When you answer, give every record back exactly as written.

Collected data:
────────────────────
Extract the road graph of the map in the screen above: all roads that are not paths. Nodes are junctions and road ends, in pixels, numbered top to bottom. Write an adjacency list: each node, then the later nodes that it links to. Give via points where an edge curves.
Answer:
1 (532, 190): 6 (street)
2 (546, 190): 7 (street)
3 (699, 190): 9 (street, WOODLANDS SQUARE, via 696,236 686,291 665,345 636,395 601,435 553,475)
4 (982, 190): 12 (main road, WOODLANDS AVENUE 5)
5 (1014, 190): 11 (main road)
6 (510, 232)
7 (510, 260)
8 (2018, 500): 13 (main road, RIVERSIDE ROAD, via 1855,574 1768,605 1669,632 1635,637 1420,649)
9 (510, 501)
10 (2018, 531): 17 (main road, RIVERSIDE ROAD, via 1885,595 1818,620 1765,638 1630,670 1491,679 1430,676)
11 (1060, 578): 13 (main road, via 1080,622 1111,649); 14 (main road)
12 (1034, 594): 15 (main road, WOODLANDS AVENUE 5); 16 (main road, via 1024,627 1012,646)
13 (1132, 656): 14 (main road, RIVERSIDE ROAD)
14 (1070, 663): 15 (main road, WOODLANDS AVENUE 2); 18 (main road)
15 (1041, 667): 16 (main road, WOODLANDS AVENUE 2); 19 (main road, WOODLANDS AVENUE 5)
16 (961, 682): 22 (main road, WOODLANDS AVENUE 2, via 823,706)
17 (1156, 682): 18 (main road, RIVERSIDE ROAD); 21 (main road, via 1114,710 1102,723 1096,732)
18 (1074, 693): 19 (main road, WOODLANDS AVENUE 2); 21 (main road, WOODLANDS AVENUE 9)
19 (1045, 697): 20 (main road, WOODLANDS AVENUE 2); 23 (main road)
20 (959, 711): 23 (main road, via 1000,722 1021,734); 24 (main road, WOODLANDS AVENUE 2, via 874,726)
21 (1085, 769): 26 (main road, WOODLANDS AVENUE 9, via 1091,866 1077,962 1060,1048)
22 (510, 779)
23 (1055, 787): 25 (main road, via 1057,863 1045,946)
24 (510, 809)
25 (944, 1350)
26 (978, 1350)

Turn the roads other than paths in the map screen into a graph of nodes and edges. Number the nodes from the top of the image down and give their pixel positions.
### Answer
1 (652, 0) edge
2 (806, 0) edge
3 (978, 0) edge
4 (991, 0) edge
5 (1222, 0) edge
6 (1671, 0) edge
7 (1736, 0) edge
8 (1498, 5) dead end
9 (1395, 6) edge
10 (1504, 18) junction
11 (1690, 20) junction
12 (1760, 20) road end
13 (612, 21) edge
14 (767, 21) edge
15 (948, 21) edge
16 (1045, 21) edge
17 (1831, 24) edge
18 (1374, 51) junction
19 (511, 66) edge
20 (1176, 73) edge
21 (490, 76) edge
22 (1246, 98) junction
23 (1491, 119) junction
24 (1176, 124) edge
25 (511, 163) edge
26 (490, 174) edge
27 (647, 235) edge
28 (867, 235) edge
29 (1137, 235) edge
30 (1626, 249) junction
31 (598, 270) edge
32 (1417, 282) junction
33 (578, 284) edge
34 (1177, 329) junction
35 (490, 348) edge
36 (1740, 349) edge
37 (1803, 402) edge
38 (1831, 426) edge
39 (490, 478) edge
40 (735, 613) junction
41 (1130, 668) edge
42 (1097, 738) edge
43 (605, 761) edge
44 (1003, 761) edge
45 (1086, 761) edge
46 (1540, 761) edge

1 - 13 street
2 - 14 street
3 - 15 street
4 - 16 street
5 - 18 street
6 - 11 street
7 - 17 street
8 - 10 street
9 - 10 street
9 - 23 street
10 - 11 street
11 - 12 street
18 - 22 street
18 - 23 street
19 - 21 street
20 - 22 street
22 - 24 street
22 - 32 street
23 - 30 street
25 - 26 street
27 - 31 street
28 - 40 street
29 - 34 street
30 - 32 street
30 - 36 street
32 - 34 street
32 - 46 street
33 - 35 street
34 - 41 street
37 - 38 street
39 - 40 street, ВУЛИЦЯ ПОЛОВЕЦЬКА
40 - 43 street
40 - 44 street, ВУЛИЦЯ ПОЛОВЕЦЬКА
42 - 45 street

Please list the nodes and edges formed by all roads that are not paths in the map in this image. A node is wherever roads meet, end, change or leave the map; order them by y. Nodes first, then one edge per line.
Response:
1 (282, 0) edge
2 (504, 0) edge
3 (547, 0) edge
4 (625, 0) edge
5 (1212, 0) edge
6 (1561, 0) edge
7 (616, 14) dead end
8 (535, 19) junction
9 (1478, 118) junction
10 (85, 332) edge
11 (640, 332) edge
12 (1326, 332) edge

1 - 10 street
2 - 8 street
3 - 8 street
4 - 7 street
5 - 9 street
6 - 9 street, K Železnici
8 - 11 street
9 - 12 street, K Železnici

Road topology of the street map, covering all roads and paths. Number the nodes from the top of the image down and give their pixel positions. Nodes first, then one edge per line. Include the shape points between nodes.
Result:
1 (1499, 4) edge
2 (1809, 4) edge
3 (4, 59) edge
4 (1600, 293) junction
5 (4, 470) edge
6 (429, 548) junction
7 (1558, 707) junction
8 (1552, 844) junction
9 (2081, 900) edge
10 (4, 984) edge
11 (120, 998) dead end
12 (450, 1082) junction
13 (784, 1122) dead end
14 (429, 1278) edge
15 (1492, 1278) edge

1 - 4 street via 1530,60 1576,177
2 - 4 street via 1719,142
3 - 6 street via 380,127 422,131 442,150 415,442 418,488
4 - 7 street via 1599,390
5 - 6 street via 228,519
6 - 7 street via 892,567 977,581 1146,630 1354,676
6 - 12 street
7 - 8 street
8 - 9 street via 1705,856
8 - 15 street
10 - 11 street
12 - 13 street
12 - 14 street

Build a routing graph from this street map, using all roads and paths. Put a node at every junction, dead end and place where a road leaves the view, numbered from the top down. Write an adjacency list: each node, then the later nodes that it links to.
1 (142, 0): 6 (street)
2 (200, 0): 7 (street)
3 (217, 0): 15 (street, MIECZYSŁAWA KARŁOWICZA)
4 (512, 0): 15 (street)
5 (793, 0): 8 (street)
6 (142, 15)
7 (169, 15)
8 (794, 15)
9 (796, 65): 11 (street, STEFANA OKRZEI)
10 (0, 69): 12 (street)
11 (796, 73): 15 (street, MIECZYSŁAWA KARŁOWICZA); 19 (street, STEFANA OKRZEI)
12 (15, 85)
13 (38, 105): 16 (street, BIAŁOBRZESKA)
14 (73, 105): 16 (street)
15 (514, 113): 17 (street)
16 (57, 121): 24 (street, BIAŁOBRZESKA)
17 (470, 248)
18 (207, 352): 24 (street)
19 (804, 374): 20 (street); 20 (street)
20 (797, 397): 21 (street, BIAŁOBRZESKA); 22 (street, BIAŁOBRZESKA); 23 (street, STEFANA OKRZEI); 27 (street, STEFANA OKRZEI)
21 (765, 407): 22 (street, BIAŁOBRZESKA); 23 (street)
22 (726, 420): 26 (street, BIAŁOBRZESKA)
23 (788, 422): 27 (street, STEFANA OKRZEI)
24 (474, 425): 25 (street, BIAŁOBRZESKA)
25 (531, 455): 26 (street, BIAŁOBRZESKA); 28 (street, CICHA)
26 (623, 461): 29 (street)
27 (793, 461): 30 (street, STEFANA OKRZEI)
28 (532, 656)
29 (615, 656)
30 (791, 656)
────────────────────
» **YOUR SOLUTION**
Extract the road graph of the map in the screen above: all roads that are not paths. Nodes are junctions and road ends, in pixels, numbered top to bottom. Write an adjacency list: each node, then the later nodes that it links to. Give via points where an edge curves.
Answer:
1 (532, 190): 6 (street)
2 (546, 190): 7 (street)
3 (699, 190): 9 (street, WOODLANDS SQUARE, via 696,236 686,291 665,345 636,395 601,435 553,475)
4 (982, 190): 12 (main road, WOODLANDS AVENUE 5)
5 (1014, 190): 11 (main road)
6 (510, 232)
7 (510, 260)
8 (2018, 500): 13 (main road, RIVERSIDE ROAD, via 1855,574 1768,605 1669,632 1635,637 1420,649)
9 (510, 501)
10 (2018, 531): 17 (main road, RIVERSIDE ROAD, via 1885,595 1818,620 1765,638 1630,670 1491,679 1430,676)
11 (1060, 578): 13 (main road, via 1080,622 1111,649); 14 (main road)
12 (1034, 594): 15 (main road, WOODLANDS AVENUE 5); 16 (main road, via 1024,627 1012,646)
13 (1132, 656): 14 (main road, RIVERSIDE ROAD)
14 (1070, 663): 15 (main road, WOODLANDS AVENUE 2); 18 (main road)
15 (1041, 667): 16 (main road, WOODLANDS AVENUE 2); 19 (main road, WOODLANDS AVENUE 5)
16 (961, 682): 22 (main road, WOODLANDS AVENUE 2, via 823,706)
17 (1156, 682): 18 (main road, RIVERSIDE ROAD); 21 (main road, via 1114,710 1102,723 1096,732)
18 (1074, 693): 19 (main road, WOODLANDS AVENUE 2); 21 (main road, WOODLANDS AVENUE 9)
19 (1045, 697): 20 (main road, WOODLANDS AVENUE 2); 23 (main road)
20 (959, 711): 23 (main road, via 1000,722 1021,734); 24 (main road, WOODLANDS AVENUE 2, via 874,726)
21 (1085, 769): 26 (main road, WOODLANDS AVENUE 9, via 1091,866 1077,962 1060,1048)
22 (510, 779)
23 (1055, 787): 25 (main road, via 1057,863 1045,946)
24 (510, 809)
25 (944, 1350)
26 (978, 1350)

Turn the roads other than paths in the map screen into a graph of nodes and edges. Number the nodes from the top of the image down and give their pixel positions.
### Answer
1 (652, 0) edge
2 (806, 0) edge
3 (978, 0) edge
4 (991, 0) edge
5 (1222, 0) edge
6 (1671, 0) edge
7 (1736, 0) edge
8 (1498, 5) dead end
9 (1395, 6) edge
10 (1504, 18) junction
11 (1690, 20) junction
12 (1760, 20) road end
13 (612, 21) edge
14 (767, 21) edge
15 (948, 21) edge
16 (1045, 21) edge
17 (1831, 24) edge
18 (1374, 51) junction
19 (511, 66) edge
20 (1176, 73) edge
21 (490, 76) edge
22 (1246, 98) junction
23 (1491, 119) junction
24 (1176, 124) edge
25 (511, 163) edge
26 (490, 174) edge
27 (647, 235) edge
28 (867, 235) edge
29 (1137, 235) edge
30 (1626, 249) junction
31 (598, 270) edge
32 (1417, 282) junction
33 (578, 284) edge
34 (1177, 329) junction
35 (490, 348) edge
36 (1740, 349) edge
37 (1803, 402) edge
38 (1831, 426) edge
39 (490, 478) edge
40 (735, 613) junction
41 (1130, 668) edge
42 (1097, 738) edge
43 (605, 761) edge
44 (1003, 761) edge
45 (1086, 761) edge
46 (1540, 761) edge

1 - 13 street
2 - 14 street
3 - 15 street
4 - 16 street
5 - 18 street
6 - 11 street
7 - 17 street
8 - 10 street
9 - 10 street
9 - 23 street
10 - 11 street
11 - 12 street
18 - 22 street
18 - 23 street
19 - 21 street
20 - 22 street
22 - 24 street
22 - 32 street
23 - 30 street
25 - 26 street
27 - 31 street
28 - 40 street
29 - 34 street
30 - 32 street
30 - 36 street
32 - 34 street
32 - 46 street
33 - 35 street
34 - 41 street
37 - 38 street
39 - 40 street, ВУЛИЦЯ ПОЛОВЕЦЬКА
40 - 43 street
40 - 44 street, ВУЛИЦЯ ПОЛОВЕЦЬКА
42 - 45 street

Please list the nodes and edges formed by all roads that are not paths in the map in this image. A node is wherever roads meet, end, change or leave the map; order them by y. Nodes first, then one edge per line.
Response:
1 (282, 0) edge
2 (504, 0) edge
3 (547, 0) edge
4 (625, 0) edge
5 (1212, 0) edge
6 (1561, 0) edge
7 (616, 14) dead end
8 (535, 19) junction
9 (1478, 118) junction
10 (85, 332) edge
11 (640, 332) edge
12 (1326, 332) edge

1 - 10 street
2 - 8 street
3 - 8 street
4 - 7 street
5 - 9 street
6 - 9 street, K Železnici
8 - 11 street
9 - 12 street, K Železnici

Road topology of the street map, covering all roads and paths. Number the nodes from the top of the image down and give their pixel positions. Nodes first, then one edge per line. Include the shape points between nodes.
Result:
1 (1499, 4) edge
2 (1809, 4) edge
3 (4, 59) edge
4 (1600, 293) junction
5 (4, 470) edge
6 (429, 548) junction
7 (1558, 707) junction
8 (1552, 844) junction
9 (2081, 900) edge
10 (4, 984) edge
11 (120, 998) dead end
12 (450, 1082) junction
13 (784, 1122) dead end
14 (429, 1278) edge
15 (1492, 1278) edge

1 - 4 street via 1530,60 1576,177
2 - 4 street via 1719,142
3 - 6 street via 380,127 422,131 442,150 415,442 418,488
4 - 7 street via 1599,390
5 - 6 street via 228,519
6 - 7 street via 892,567 977,581 1146,630 1354,676
6 - 12 street
7 - 8 street
8 - 9 street via 1705,856
8 - 15 street
10 - 11 street
12 - 13 street
12 - 14 street

Build a routing graph from this street map, using all roads and paths. Put a node at every junction, dead end and place where a road leaves the view, numbered from the top down. Write an adjacency list: each node, then the later nodes that it links to.
1 (142, 0): 6 (street)
2 (200, 0): 7 (street)
3 (217, 0): 15 (street, MIECZYSŁAWA KARŁOWICZA)
4 (512, 0): 15 (street)
5 (793, 0): 8 (street)
6 (142, 15)
7 (169, 15)
8 (794, 15)
9 (796, 65): 11 (street, STEFANA OKRZEI)
10 (0, 69): 12 (street)
11 (796, 73): 15 (street, MIECZYSŁAWA KARŁOWICZA); 19 (street, STEFANA OKRZEI)
12 (15, 85)
13 (38, 105): 16 (street, BIAŁOBRZESKA)
14 (73, 105): 16 (street)
15 (514, 113): 17 (street)
16 (57, 121): 24 (street, BIAŁOBRZESKA)
17 (470, 248)
18 (207, 352): 24 (street)
19 (804, 374): 20 (street); 20 (street)
20 (797, 397): 21 (street, BIAŁOBRZESKA); 22 (street, BIAŁOBRZESKA); 23 (street, STEFANA OKRZEI); 27 (street, STEFANA OKRZEI)
21 (765, 407): 22 (street, BIAŁOBRZESKA); 23 (street)
22 (726, 420): 26 (street, BIAŁOBRZESKA)
23 (788, 422): 27 (street, STEFANA OKRZEI)
24 (474, 425): 25 (street, BIAŁOBRZESKA)
25 (531, 455): 26 (street, BIAŁOBRZESKA); 28 (street, CICHA)
26 (623, 461): 29 (street)
27 (793, 461): 30 (street, STEFANA OKRZEI)
28 (532, 656)
29 (615, 656)
30 (791, 656)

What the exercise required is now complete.